Regarding magnetic field sensitivity.  The mu metal shields
of the 5071A are so effective that it is not necessary to
demagnetize them.  Even Len Cutler didn't think so.  A standing
joke was the 5071A demagnetizer accessory that we were going
to build "one of these days".  I think we finally did build
one for some customer who was even more of a perfectionist than
Len.  He didn't see any improvement from using it.  Anyway,
I take any statements about the earth's magnetic field affecting
5071A with a large grain of salt.

AC magnetic fields like 50 Hz, or 60 Hz, are also not a concern.
The frequencies used internally in the 5071A are carefully chosen
to avoid any correlation with those power line frequencies.  
Magnetic fields even in the milliTesla range have absolutely no
effect, let alone nanoTesla.

Regarding vibration, acceleration, etc:  earlier cesium beam tubes
did have a problem with the beam wandering around when the 
clock was installed on a ship.  In the 5071A, Len carefully 
devised a technique to prevent beam wander from having any
effect on accuracy.  Now if you tipped a 5071A upside down,
the 10811 would experience a "2g turnover" frequency step.
The control loop would respond to this within its time constant.
So, admittedly, you might have a temporary frequency shift.
However, there is no known application where a clock needs
to work upside down, so even Len couldn't justify worrying about this.

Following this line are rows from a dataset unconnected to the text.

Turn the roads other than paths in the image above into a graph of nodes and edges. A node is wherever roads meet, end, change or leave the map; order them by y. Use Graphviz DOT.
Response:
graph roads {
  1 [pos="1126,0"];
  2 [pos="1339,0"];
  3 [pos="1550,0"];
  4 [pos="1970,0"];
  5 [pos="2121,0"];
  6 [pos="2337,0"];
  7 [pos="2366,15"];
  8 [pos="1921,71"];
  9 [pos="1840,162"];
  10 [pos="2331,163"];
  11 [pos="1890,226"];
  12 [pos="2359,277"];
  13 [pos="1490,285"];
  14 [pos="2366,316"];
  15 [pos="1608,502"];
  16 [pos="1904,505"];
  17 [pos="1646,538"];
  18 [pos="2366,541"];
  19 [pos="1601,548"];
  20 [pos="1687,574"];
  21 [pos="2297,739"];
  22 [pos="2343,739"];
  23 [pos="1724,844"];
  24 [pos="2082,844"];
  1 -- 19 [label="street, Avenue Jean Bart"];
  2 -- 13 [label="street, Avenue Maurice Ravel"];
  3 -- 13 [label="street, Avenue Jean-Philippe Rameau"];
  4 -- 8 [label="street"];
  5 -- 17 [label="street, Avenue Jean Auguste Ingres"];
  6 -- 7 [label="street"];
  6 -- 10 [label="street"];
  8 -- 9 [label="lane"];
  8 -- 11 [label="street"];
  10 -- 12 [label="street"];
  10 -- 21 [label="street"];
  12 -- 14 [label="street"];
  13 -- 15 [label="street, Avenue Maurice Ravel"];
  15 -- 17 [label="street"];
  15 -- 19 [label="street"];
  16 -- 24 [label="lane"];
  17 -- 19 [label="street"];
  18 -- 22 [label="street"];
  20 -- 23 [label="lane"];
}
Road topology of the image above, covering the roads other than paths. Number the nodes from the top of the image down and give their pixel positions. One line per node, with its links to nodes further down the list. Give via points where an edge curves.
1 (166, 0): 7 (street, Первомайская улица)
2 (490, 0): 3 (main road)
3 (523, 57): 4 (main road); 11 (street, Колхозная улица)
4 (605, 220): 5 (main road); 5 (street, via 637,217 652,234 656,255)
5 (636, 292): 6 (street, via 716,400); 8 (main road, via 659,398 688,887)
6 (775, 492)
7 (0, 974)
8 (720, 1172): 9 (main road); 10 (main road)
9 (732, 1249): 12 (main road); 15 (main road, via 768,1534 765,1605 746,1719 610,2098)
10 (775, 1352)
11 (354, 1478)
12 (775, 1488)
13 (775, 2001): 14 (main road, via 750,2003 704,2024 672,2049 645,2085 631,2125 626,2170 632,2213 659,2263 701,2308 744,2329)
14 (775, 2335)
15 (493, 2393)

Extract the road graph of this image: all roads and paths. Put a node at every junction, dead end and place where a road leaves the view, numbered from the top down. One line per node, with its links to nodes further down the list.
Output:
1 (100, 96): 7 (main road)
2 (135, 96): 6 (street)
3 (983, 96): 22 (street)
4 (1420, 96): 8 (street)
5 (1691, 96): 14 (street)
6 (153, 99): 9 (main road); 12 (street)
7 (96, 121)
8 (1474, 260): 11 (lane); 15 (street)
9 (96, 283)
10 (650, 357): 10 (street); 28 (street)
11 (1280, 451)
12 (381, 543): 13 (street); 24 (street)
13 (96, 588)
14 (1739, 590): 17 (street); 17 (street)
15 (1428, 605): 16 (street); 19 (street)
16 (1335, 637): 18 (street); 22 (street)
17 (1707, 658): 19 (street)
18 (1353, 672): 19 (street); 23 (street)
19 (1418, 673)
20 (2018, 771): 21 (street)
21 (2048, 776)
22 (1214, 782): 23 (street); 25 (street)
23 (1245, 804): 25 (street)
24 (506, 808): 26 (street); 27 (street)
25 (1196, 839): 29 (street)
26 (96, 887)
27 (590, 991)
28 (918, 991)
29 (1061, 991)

I hope this clears up any confusion about the 5071A, now
made by my good friends at Symmetricom.

Rick Karlquist N6RK
(now with Agilent)

These are my own opinions and don't represent HP, Agilent,
or Symmetricom.


 


> > > In the article "OBSERVATIONS ON STABILITY MEASUREMENTS
> > > OF COMMERCIAL ATOMIC CLOCKS", Pekka Eskelinen claims to
> I think the paper lacks a number of necessary details in order to fully
> understand the conditions under which this exercise took place. 
> There is no
> clear list of equipment used. It can be implied that it is 5071A 
> being used.
> What Time Interval counters where used is for instance not known.
> 
> He have compared PPS outputs between GPS receivers (which model 
> are those?)
> and Cesium. 
> 
> I'd like to see some investigations into how stable the GPSes and 
> measurement
> equipment is to temperature.
> 
> In the end, there are a few pages of material missing in there 
> for it to give a
> fairly comprehensive picture. Many of these issues could probably 
> be cleared up
> after some discussions with the author, but we should not have to 
> rely on side-
> channels like that.
> 
> It's an interesting article, but it leaves me with a few 
> questionsmarks. It is
> a bit unsatisfying.
> 
> > Does anyone have contact with the authors (Finland)?
> 
> Should not be too hard as his email adderess is at the top of the 
> first page.
> 
> Cheers,
> Magnus
>